詩畫之争,在西方是一個古老的話題。詩人貶低畫家有匠氣,畫家貶低詩人太幼稚。直到萊辛(G.E.Lessing,1729—1781)在《拉奧孔》(Laocoon:AnEssayontheLimitsofPaintingandPoetry)中将二者拉開,詩畫之争才告一段落。根據萊辛所述,詩畫之間的不同,源于它們使用不同的媒材。詩用在時間中進行的語言,适合表現動态的情;畫用在空間中展開的圖像,适合描繪靜态的美。直到20世紀的格林伯格(ClementGreenberg,1909—1994),仍然通過媒材辯護藝術的不同身份。不過,格林伯格着力區分的,不是詩歌與繪畫,而是繪畫與雕塑。他主張繪畫要維持它的平面性。如果繪畫在二維平面上追求三維的效果,那就越出了繪畫的邊界進入了雕塑的領域,繪畫就不再純粹。
在中國美學中,詩畫之争幾乎沒有發生。我們看到的是各藝術門類之間的一團和氣。這也許與中國文化推崇通變圓融有關。蘇轼曾經談到他欣賞王維詩歌和繪畫的經驗,認為它們之間沒有什麼不同。他說:“味摩诘之詩,詩中有畫;觀摩诘之畫,畫中有詩。”作為時間藝術的詩,可以包含作為空間藝術的畫;作為空間藝術的畫,也可以包含作為時間藝術的詩。當然,包含并不意味着相似。A包含B,并不意味着A等于B。不過,在别的地方,蘇轼的确強調詩與畫不僅可以相互包含,而且彼此相等。他有一首非常有名的詩寫道:“論畫以形似,見與兒童鄰。賦詩必此詩,定知非詩人。詩畫本一律,天工與清新……”蘇轼給詩畫關系來了一個蓋棺定論,那就是它們本來是一樣的。不過,就像這首詩的頭兩句所說的那樣,這裡的一樣不能僅從字面上來看,可能需要經過某種曲折的轉換才能達到。
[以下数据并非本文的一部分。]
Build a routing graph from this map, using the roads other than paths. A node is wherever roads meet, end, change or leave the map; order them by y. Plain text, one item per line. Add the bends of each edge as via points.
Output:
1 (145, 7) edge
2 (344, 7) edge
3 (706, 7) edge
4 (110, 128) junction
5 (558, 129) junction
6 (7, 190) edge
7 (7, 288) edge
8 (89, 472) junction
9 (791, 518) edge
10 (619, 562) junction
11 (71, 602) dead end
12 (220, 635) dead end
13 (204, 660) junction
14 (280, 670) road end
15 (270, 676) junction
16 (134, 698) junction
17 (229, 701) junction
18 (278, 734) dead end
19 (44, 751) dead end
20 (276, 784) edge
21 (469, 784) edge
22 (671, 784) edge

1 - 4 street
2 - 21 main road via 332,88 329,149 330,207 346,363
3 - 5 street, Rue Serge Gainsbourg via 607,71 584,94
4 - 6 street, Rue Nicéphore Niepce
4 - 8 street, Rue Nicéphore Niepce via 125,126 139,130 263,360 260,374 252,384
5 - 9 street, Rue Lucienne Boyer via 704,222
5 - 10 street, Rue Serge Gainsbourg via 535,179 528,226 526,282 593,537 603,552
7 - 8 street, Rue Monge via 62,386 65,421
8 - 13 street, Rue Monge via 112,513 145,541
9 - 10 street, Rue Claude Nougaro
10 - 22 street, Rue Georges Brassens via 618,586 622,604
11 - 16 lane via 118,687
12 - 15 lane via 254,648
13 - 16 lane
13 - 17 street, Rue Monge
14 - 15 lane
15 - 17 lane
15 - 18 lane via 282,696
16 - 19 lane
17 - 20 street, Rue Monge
換句話說,我們不要太拘泥于蘇轼的文字,否則就有幼稚或外行之嫌。
詩畫之間既相似又不同。錢鐘書就發現了它們之間的不同。他說:“中國傳統文藝批評對詩和畫有不同的标準;評畫時賞識王世祯所謂‘虛’以及相聯系的風格,而評詩時卻賞識‘實’以及相聯系的風格。”(《中國詩與中國畫》)對于為什麼畫以“虛”勝而詩卻以“實”勝,錢鐘書沒有深究。徐複觀的一段文字似乎可以看作這裡的“虛”與“實”的注釋。他說:“我國文學源于五經。這是與政治、社會、人生,密切結合的帶有實用性很強的大傳統。因此,莊學思想,在文學上雖曾落實于山水田園之上,但依然隻能成為文學的一支流;而文學中的山水田園,依然會帶有濃厚的人文氣息。這對莊學而言,還超越得不純不淨。莊學的純淨之姿,隻能在以山水為主的自然畫中呈現。”(《中國藝術精神》)按照徐複觀的解釋,詩文之所以是“實”,因為它跟政治、社會、人生密切相關,與實用性密切相關;繪畫之所以是“虛”,因為它超越了各種人事的實用性的考慮,隻是以純淨的自然山水為對象。
今天我們進入了所謂的圖像轉向時代,繪畫日益興盛,而詩歌日漸式微,繪畫開始發揮詩歌的某些功能。我們既可以看到古典繪畫中的美,也可以看到現代繪畫中的詩意,還可以看到當代繪畫中的批判性和社會擔當。畫在取代詩的時候,也在為詩所改造。今天所說的“畫中有詩”,已經不再是詩意,而是文學所具有的批判功能。